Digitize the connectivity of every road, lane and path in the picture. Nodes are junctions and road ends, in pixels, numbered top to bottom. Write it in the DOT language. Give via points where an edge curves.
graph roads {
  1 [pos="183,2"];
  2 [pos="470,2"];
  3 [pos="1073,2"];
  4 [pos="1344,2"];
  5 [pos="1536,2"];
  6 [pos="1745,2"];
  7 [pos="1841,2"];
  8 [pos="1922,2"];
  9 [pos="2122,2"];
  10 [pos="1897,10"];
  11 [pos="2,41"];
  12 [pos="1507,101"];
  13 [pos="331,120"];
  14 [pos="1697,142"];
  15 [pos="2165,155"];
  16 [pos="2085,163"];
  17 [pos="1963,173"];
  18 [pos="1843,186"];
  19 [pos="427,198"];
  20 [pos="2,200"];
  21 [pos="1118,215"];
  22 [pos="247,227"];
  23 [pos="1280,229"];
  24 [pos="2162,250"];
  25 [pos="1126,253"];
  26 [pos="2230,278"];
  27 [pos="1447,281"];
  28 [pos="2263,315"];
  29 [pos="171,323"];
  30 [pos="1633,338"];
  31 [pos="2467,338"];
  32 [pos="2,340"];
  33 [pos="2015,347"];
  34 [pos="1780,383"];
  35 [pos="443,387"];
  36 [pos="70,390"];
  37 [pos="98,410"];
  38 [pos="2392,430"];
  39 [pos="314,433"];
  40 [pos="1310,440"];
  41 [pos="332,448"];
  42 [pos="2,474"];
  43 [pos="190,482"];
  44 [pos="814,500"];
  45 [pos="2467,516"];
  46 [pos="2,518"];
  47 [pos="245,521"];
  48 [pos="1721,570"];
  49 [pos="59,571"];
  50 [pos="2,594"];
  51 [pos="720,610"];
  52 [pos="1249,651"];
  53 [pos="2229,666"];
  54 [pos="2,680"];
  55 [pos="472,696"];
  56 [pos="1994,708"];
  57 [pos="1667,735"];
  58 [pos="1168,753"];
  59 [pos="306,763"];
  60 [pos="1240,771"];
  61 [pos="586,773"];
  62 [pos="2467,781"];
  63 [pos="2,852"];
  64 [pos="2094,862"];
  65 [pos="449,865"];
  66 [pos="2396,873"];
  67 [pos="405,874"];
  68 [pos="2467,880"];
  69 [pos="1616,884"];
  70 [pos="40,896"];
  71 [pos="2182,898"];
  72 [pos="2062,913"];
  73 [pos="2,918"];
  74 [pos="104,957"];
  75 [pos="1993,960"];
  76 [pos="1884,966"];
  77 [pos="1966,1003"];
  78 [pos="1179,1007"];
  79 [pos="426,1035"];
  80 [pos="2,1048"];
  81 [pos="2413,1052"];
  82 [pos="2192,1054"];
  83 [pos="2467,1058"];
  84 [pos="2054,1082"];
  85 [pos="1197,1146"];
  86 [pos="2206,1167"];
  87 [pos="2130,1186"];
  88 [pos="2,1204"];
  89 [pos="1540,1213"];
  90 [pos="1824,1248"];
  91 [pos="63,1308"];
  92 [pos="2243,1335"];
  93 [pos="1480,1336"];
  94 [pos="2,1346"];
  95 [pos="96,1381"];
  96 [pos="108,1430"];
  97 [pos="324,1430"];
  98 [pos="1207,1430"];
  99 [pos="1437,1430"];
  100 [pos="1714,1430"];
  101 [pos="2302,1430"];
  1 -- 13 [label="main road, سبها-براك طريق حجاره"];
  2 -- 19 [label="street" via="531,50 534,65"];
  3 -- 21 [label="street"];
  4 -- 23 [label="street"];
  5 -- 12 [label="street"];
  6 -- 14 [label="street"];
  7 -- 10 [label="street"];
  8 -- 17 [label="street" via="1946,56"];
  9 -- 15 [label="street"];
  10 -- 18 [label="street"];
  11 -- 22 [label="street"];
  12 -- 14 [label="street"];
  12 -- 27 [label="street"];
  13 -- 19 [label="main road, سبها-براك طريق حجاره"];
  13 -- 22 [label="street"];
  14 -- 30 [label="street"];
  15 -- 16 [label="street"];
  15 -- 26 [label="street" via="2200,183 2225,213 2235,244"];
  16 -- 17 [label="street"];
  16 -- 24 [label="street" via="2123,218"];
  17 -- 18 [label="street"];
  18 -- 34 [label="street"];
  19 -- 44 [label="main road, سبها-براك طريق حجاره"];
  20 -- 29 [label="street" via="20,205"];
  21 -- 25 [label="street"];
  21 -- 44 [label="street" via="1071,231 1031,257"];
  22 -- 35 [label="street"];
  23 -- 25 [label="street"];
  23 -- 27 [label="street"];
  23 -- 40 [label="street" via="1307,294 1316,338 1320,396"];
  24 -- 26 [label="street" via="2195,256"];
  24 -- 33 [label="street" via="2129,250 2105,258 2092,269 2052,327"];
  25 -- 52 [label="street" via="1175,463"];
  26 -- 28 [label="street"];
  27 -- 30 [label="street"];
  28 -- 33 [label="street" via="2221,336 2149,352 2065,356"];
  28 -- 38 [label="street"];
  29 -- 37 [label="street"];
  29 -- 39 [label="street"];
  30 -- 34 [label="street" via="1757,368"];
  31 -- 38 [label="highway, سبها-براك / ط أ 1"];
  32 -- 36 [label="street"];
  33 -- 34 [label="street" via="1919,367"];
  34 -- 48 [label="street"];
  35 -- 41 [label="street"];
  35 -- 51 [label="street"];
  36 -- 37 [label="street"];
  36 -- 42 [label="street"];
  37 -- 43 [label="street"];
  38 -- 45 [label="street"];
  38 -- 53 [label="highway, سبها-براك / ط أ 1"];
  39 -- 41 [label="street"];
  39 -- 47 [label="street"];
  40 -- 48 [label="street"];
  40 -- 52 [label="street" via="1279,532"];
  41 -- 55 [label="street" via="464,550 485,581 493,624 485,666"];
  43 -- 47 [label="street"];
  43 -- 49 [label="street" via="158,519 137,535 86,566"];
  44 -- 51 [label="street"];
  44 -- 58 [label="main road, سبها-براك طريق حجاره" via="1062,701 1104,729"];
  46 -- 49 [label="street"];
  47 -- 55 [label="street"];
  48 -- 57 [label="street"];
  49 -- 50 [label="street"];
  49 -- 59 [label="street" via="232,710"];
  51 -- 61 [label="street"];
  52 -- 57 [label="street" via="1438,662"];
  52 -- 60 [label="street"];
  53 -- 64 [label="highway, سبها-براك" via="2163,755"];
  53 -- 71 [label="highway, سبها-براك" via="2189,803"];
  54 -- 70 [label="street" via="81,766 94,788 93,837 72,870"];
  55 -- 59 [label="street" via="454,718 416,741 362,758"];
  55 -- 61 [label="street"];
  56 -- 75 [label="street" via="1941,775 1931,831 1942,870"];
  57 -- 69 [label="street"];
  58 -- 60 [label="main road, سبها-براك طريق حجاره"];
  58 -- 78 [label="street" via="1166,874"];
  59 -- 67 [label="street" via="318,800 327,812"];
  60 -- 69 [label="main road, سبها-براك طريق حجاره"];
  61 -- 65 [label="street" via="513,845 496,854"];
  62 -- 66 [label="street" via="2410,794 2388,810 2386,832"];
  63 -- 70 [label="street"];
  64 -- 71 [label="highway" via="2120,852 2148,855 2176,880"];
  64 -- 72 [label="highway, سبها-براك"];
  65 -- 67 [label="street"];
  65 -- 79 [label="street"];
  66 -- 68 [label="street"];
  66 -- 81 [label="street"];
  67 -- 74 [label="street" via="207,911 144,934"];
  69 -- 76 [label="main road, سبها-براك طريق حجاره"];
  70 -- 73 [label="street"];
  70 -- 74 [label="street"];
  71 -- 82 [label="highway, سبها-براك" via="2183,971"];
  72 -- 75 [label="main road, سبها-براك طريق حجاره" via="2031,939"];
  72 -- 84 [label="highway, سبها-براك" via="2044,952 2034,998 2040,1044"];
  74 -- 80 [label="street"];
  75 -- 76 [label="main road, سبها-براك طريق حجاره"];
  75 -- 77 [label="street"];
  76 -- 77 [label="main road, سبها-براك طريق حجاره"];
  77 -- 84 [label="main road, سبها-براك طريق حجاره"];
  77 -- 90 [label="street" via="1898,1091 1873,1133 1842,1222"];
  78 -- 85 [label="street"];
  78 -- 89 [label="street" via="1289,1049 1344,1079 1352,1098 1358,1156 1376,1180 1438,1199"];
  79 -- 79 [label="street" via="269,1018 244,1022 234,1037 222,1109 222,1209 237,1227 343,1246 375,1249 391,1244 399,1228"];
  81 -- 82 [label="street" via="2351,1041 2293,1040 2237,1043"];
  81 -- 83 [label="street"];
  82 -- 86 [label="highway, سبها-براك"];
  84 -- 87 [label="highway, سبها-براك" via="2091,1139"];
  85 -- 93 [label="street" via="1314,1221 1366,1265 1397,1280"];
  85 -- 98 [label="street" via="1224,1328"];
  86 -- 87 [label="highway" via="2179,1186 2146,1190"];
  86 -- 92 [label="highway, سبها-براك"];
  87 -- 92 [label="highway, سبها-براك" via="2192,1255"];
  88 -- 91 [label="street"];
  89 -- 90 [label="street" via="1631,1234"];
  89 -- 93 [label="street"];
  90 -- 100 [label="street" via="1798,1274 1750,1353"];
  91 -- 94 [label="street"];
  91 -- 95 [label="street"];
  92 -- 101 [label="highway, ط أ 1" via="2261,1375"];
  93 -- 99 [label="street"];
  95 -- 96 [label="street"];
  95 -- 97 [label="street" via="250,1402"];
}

...

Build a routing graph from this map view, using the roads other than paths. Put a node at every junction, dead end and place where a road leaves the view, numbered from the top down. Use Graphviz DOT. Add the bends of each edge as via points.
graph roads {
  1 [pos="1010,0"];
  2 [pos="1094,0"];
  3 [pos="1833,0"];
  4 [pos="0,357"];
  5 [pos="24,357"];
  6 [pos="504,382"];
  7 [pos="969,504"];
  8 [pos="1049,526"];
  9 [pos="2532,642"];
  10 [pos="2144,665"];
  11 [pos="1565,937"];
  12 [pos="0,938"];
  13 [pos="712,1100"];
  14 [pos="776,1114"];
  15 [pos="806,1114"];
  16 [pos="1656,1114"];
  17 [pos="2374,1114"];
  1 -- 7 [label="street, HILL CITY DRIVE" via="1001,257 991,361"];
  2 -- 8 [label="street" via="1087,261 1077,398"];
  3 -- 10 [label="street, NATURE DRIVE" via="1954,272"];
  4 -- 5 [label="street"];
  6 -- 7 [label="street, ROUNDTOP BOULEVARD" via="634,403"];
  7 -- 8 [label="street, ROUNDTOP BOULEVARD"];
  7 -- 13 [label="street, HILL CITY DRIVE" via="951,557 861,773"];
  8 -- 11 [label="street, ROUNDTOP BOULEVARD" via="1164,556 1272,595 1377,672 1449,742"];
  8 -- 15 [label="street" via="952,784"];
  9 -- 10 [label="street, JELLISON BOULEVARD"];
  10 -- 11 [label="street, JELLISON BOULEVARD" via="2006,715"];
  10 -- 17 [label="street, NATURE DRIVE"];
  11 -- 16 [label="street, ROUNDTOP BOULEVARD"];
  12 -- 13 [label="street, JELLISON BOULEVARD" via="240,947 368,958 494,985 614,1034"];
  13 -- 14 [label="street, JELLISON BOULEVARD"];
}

**What you need to do:**
Among the lines above, return each one holding the string "HILL".

**Output for this task:**
  1 -- 7 [label="street, HILL CITY DRIVE" via="1001,257 991,361"];
  7 -- 13 [label="street, HILL CITY DRIVE" via="951,557 861,773"];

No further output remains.